**HOW TO COMPLETE THIS TASK:** Each entry below is to be written out exactly, and the pictures are to be left out.
▼▼▼
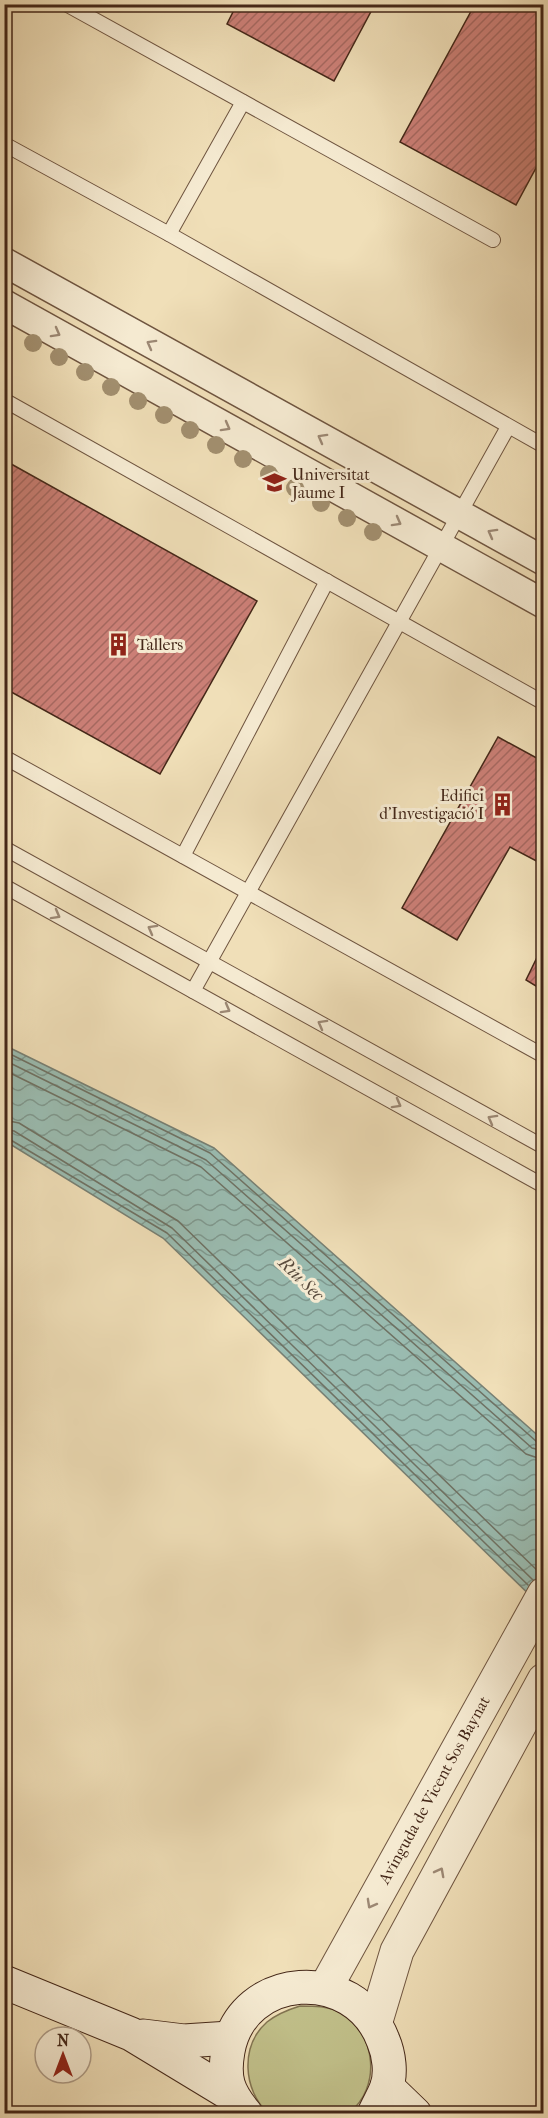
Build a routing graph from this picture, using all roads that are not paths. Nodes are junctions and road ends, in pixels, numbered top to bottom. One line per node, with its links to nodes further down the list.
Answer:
1 (66, 4): 2 (lane)
2 (243, 102): 4 (lane); 5 (lane)
3 (4, 144): 4 (lane)
4 (170, 234): 9 (lane)
5 (493, 240)
6 (4, 262): 11 (street, one-way to 6)
7 (4, 304): 12 (street, one-way to 12)
8 (4, 400): 14 (lane)
9 (508, 427): 10 (lane); 11 (lane)
10 (543, 446)
11 (460, 515): 12 (lane); 13 (street, one-way to 11)
12 (441, 547): 15 (street); 16 (lane)
13 (543, 561)
14 (327, 581): 16 (lane); 20 (lane)
15 (543, 604)
16 (399, 622): 17 (lane); 22 (lane)
17 (543, 703)
18 (4, 757): 20 (lane)
19 (4, 848): 23 (lane, one-way to 19)
20 (183, 856): 22 (lane)
21 (4, 886): 24 (lane, one-way to 24)
22 (248, 892): 23 (lane); 25 (lane)
23 (210, 962): 24 (lane); 26 (lane, one-way to 23)
24 (193, 991): 27 (lane, one-way to 27)
25 (543, 1056)
26 (543, 1147)
27 (543, 1186)
28 (543, 1594): 31 (street, Avinguda de Vicent Sos Baynat, one-way to 31)
29 (543, 1681): 32 (street, one-way to 29)
30 (4, 1982): 33 (street)
31 (326, 1987): 32 (street); 34 (street)
32 (376, 2021): 35 (street)
33 (131, 2034): 34 (street); 36 (street)
34 (230, 2038): 36 (street)
35 (381, 2100): 37 (street)
36 (238, 2104)
37 (415, 2114)

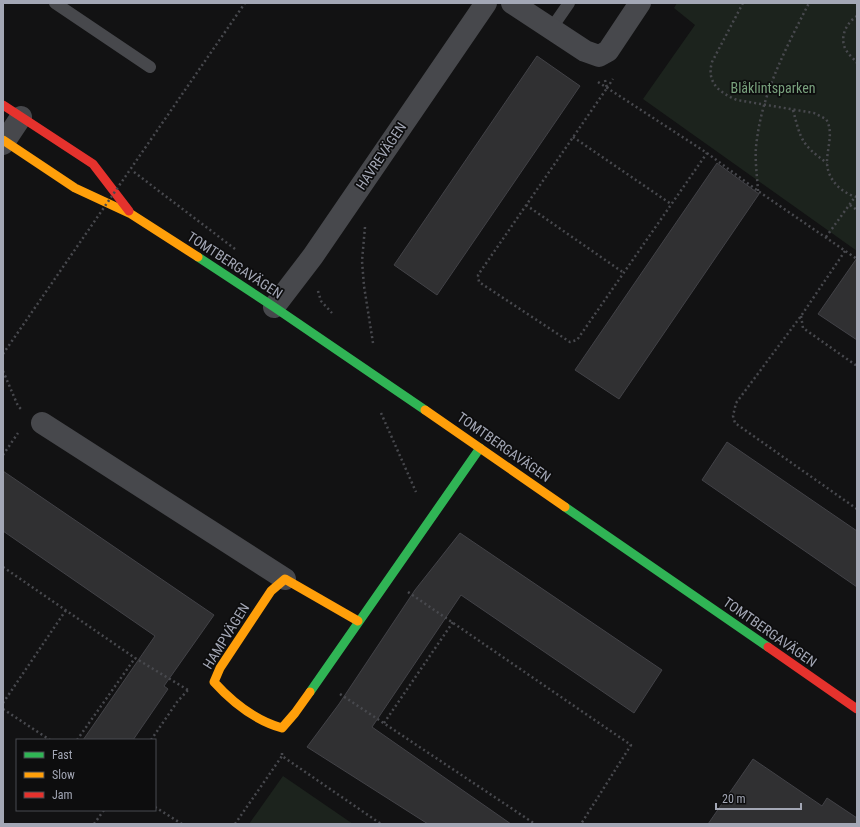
▲▲▲
**SOLVED PROBLEM:**
Build a routing graph from this picture, using all roads that are not paths. Nodes are junctions and road ends, in pixels, numbered top to bottom. One line per node, with its links to nodes further down the list.
Answer:
1 (66, 4): 2 (lane)
2 (243, 102): 4 (lane); 5 (lane)
3 (4, 144): 4 (lane)
4 (170, 234): 9 (lane)
5 (493, 240)
6 (4, 262): 11 (street, one-way to 6)
7 (4, 304): 12 (street, one-way to 12)
8 (4, 400): 14 (lane)
9 (508, 427): 10 (lane); 11 (lane)
10 (543, 446)
11 (460, 515): 12 (lane); 13 (street, one-way to 11)
12 (441, 547): 15 (street); 16 (lane)
13 (543, 561)
14 (327, 581): 16 (lane); 20 (lane)
15 (543, 604)
16 (399, 622): 17 (lane); 22 (lane)
17 (543, 703)
18 (4, 757): 20 (lane)
19 (4, 848): 23 (lane, one-way to 19)
20 (183, 856): 22 (lane)
21 (4, 886): 24 (lane, one-way to 24)
22 (248, 892): 23 (lane); 25 (lane)
23 (210, 962): 24 (lane); 26 (lane, one-way to 23)
24 (193, 991): 27 (lane, one-way to 27)
25 (543, 1056)
26 (543, 1147)
27 (543, 1186)
28 (543, 1594): 31 (street, Avinguda de Vicent Sos Baynat, one-way to 31)
29 (543, 1681): 32 (street, one-way to 29)
30 (4, 1982): 33 (street)
31 (326, 1987): 32 (street); 34 (street)
32 (376, 2021): 35 (street)
33 (131, 2034): 34 (street); 36 (street)
34 (230, 2038): 36 (street)
35 (381, 2100): 37 (street)
36 (238, 2104)
37 (415, 2114)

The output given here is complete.